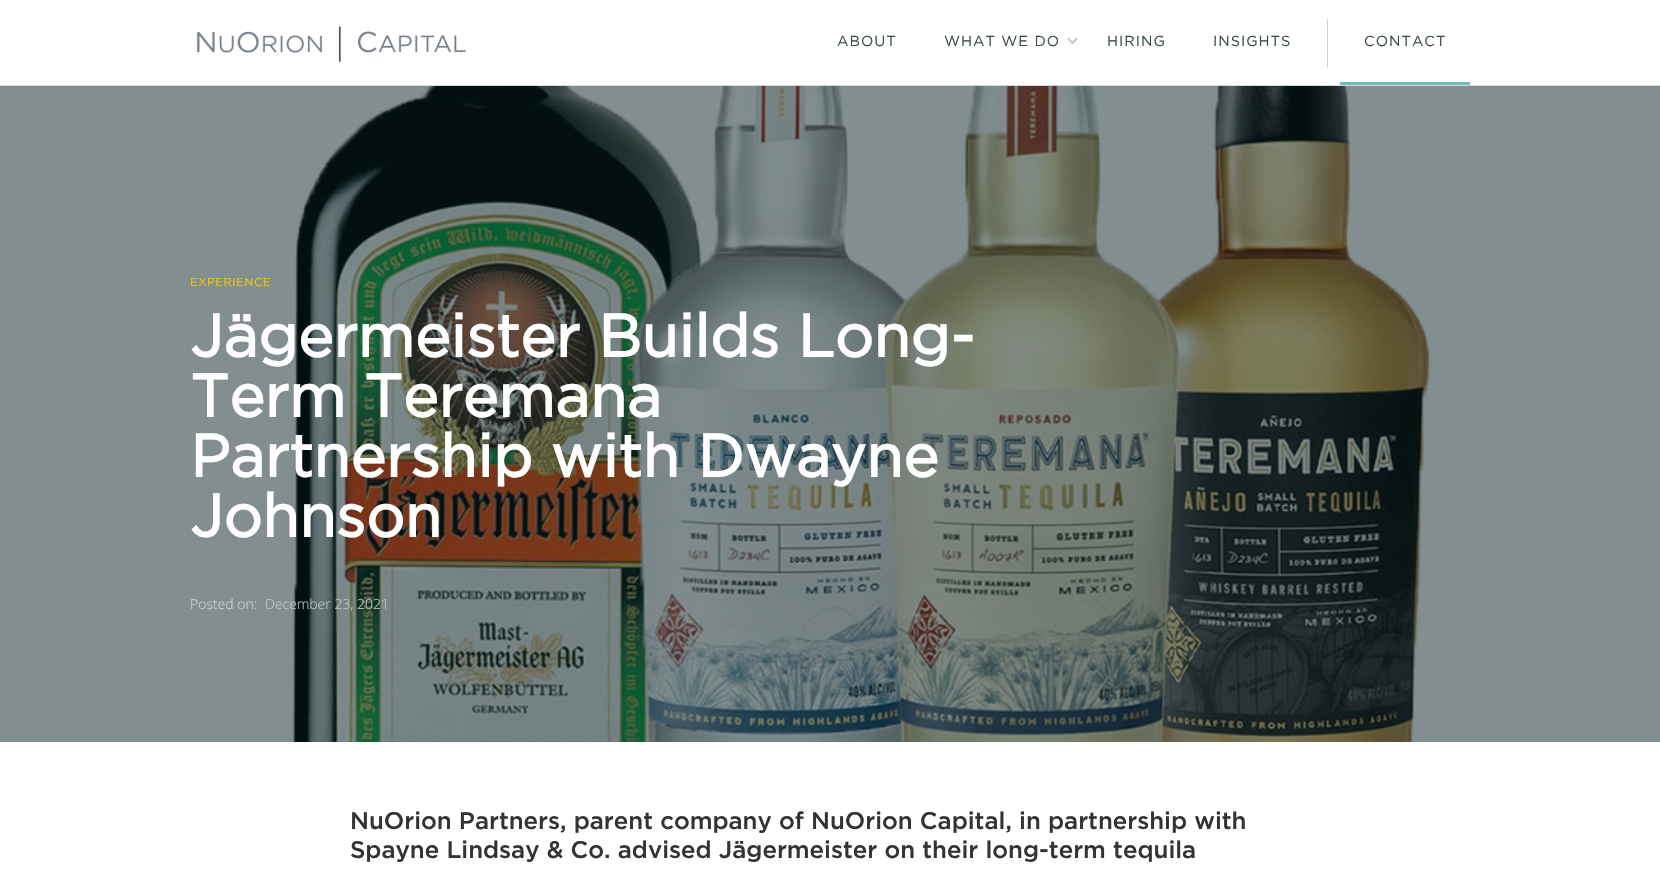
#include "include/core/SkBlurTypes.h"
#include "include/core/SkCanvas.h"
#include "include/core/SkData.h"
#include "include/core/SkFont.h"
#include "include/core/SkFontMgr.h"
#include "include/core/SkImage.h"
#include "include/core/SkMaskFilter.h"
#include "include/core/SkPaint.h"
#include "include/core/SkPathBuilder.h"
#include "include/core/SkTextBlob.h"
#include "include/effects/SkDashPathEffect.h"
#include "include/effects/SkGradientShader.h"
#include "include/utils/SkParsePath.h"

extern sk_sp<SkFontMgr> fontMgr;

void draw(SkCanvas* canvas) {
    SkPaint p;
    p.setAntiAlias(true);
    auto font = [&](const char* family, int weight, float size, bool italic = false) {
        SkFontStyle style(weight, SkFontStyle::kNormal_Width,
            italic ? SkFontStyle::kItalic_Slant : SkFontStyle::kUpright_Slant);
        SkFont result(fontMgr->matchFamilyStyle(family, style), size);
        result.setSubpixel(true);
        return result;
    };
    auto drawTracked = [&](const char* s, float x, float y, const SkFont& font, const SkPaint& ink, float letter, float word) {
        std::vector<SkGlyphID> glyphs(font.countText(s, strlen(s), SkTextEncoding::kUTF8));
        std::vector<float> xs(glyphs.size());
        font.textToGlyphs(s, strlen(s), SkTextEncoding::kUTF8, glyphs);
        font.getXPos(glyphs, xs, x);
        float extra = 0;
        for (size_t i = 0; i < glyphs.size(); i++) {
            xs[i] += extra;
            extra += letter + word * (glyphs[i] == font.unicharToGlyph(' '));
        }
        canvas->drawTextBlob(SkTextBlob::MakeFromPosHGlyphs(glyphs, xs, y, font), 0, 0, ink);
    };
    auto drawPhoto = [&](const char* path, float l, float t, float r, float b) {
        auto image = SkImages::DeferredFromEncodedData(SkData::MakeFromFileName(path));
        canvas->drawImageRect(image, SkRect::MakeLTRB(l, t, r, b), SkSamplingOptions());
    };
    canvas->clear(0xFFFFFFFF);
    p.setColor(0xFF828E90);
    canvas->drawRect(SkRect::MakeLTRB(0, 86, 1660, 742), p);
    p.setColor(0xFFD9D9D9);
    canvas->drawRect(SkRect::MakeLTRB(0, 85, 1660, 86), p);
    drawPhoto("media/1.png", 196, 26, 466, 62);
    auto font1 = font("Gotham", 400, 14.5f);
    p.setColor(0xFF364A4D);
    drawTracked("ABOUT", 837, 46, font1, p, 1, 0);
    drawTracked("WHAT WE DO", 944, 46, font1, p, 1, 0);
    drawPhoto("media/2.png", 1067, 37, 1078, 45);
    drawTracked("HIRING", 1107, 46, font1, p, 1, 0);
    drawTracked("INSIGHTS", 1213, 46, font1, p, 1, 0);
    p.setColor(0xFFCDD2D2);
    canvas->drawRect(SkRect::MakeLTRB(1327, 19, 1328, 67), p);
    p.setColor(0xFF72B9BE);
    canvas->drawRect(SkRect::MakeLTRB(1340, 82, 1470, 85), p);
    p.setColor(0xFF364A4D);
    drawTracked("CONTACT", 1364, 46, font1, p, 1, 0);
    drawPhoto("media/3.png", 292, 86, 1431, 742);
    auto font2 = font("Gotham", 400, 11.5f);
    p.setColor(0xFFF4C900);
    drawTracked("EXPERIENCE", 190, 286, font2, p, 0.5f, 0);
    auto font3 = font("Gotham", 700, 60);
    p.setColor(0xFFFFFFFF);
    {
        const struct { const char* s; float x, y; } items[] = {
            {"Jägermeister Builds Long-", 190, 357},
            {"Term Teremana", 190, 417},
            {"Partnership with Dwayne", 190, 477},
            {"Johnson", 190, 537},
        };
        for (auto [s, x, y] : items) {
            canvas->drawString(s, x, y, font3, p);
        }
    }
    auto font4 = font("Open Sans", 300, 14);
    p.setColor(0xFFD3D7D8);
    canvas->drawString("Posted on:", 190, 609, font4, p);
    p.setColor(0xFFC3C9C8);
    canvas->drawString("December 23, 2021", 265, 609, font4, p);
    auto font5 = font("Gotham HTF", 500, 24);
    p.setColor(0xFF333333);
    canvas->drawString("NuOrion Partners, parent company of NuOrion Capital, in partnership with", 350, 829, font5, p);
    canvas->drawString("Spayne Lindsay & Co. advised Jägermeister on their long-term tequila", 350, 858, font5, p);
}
::::::
◆ Directions
Copy out every line in the entries above that holds "extra".

◆ Your solution
        float extra = 0;
            xs[i] += extra;
            extra += letter + word * (glyphs[i] == font.unicharToGlyph(' '));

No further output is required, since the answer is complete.